Hoy por hoy, y con Joaquim Nadal, es uno de los pilares sólidos de un Ejecutivo que no siempre está a la altura de las expectativas que creó. Es desde esta alta consideración que mi perplejidad por la postura de Tura en el tema de la prostitución es considerable, y me impide entender un planteamiento que ni considero progresista, ni me parece sensato.
Hablamos de regularizar la prostitución, en términos parecidos a las leyes de Holanda y Alemania, donde dicha práctica se considera un trabajo legal. Tura ha iniciado una especie de lucha en solitario en el interior del partido socialista para obtener apoyos en la regularización sin otro éxito que —para su desgracia— el aplauso de los empresarios del sector. Por cierto, el principal de ellos, José Luis Roberto, un conocido fascista valenciano, preside el partido de extrema derecha España 2.000. Pero no parece que Soledad Murillo o Maribel Montano, dos de las mujeres más influyentes del PSOE en la cuestión, estén por la labor de considerar trabajo lo que resulta una auténtica violencia social, y tampoco ha conseguido apoyos en el PSC, donde mujeres como Lourdes Muñoz, con prudente sordina, han expresado su disconformidad.

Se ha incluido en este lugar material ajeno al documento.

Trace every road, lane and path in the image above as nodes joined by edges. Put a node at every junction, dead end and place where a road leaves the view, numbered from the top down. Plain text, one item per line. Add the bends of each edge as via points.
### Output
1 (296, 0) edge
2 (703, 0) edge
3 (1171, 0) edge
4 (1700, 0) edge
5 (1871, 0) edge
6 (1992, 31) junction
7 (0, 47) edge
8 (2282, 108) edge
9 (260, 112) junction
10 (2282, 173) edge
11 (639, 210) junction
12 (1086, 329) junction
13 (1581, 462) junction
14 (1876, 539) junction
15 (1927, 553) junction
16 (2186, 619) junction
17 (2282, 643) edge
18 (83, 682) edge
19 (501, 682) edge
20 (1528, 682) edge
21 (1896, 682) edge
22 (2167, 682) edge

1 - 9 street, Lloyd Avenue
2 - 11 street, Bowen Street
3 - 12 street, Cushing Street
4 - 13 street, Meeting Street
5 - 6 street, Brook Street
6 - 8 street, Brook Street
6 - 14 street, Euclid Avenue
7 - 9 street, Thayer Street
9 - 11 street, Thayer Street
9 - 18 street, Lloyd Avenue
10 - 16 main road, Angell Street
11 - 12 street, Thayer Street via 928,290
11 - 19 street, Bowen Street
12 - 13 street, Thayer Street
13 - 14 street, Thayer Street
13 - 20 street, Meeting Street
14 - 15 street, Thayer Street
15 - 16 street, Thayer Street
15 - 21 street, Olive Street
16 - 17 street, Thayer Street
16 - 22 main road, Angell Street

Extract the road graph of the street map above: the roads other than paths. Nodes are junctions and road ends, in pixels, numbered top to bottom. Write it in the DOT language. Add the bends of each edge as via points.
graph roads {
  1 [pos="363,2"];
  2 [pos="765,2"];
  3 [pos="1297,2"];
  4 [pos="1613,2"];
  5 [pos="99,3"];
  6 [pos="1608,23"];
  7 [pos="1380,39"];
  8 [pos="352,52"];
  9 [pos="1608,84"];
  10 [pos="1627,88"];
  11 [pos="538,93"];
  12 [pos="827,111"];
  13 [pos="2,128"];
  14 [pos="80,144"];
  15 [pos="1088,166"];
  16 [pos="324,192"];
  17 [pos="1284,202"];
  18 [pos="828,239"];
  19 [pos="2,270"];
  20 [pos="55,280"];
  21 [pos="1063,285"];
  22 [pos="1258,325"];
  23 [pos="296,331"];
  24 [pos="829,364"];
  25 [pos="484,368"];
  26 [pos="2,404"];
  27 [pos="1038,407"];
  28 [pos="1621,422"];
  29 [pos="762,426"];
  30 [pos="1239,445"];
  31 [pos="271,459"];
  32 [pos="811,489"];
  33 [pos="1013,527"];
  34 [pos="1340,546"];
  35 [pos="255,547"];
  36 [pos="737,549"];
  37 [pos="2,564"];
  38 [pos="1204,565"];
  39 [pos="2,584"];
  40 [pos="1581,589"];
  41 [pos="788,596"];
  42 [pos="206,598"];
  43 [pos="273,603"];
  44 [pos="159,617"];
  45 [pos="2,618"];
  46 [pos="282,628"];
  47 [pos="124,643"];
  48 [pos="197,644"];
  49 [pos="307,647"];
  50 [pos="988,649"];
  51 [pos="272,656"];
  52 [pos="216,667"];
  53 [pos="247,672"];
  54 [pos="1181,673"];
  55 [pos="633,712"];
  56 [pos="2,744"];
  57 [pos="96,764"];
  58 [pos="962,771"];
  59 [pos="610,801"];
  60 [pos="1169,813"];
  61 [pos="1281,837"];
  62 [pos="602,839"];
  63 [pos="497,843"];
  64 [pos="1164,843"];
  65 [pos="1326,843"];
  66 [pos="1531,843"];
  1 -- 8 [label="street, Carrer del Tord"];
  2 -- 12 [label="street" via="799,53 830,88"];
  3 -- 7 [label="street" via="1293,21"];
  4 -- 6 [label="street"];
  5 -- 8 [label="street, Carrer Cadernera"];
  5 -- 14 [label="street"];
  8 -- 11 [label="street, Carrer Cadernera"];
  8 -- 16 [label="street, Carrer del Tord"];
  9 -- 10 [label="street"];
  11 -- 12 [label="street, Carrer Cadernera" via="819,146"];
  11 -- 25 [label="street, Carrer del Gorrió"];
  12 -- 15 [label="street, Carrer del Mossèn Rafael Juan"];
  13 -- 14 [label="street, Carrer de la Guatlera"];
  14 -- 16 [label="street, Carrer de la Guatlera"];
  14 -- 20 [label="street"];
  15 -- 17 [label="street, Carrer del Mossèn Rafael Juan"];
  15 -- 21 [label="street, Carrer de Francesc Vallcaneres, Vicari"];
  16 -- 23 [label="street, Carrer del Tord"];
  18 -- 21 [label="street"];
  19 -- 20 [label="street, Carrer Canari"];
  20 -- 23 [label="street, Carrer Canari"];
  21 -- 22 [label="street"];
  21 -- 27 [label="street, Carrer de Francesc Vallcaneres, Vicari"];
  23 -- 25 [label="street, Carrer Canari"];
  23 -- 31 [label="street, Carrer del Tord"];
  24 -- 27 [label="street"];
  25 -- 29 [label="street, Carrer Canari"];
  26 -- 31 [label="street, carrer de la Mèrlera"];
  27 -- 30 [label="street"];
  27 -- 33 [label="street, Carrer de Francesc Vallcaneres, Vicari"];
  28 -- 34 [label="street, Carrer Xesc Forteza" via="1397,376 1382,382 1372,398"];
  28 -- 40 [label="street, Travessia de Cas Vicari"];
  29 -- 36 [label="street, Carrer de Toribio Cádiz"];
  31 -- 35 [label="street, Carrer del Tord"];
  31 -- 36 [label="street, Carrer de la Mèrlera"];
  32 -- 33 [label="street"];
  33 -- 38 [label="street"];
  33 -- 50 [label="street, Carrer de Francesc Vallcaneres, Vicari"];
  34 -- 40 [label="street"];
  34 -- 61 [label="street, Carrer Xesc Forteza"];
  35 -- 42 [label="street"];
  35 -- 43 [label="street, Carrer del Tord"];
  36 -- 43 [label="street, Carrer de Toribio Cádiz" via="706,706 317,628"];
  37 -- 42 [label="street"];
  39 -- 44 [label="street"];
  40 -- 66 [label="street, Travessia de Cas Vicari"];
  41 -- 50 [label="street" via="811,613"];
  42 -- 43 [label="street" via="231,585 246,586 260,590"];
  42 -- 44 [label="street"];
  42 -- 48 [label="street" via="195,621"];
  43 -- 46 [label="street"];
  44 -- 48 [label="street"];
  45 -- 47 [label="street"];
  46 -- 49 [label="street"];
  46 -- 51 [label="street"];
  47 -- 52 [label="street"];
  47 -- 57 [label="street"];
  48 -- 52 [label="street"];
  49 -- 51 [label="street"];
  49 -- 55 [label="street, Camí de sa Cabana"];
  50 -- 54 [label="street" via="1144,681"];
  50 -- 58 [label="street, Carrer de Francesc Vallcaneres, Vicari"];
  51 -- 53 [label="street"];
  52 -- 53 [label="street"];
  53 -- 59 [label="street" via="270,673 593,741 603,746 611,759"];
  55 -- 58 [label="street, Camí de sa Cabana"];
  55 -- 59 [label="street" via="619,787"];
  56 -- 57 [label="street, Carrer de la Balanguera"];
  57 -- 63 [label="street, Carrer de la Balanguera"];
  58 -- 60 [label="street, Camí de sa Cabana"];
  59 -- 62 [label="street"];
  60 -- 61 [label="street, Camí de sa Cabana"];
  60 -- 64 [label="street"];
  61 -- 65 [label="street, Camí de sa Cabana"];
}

Sin embargo, Tura ha conseguido dos cosas: una, plantear socialmente la legalización de la prostitución; la otra, aparentar que ésta es la actitud responsable y, por ende, progresista. Y así podemos escuchar, en tertulias mil, que las putas son trabajadoras del sector (¿cárnico?), que lo hacen porque les encanta la cosa, y que, ante la evidencia del fenómeno, hay que aflorar la actividad económica y regularizarla. De manera que, aunque Tura pierda este round, parece evidente que conecta con la percepción general. Las encuestas van claramente en ese sentido.
Aceptando el guante que lanza la consellera, me pronuncio rotundamente en contra de la propuesta. Y la divergencia no es contingente, sino de fondo. Ni la prostitución me parece un trabajo, aunque la OIT la considere una de las peores formas de trabajo, equiparable a la explotación infantil, ni se trata de una "opción libre elegida por las mujeres", tal y como expresa el punto 2 de la propuesta de Tura. En los dos casos se obvia el drama de fondo de una práctica violenta que aglutina todo tipo de mafias, vejaciones, tráficos de mujeres y niñas, y que, sólo en España, comporta la llegada de cerca de 300.000 mujeres provenientes de las entrañas del mundo. Sus biografías van parejas a sus tragedias personales, y sólo una visión seudorromántica e intelectualizada, al estilo Belle de jour, puede olvidar que la prostitución, en la práctica totalidad, no es voluntaria.
ES POSIBLE que los caminos de la vida lleven a una infinita minoría a escoger la venta de su cuerpo, pero ello es tan anecdótico que no resulta significativo para la categoría del problema. Como es evidente a tenor de las declaraciones de los proxenetas, cada vez más envalentonados y más desacomplejados, sólo a los explotadores de mujeres les puede interesar hacer creer que la prostitución es un trabajo cualquiera.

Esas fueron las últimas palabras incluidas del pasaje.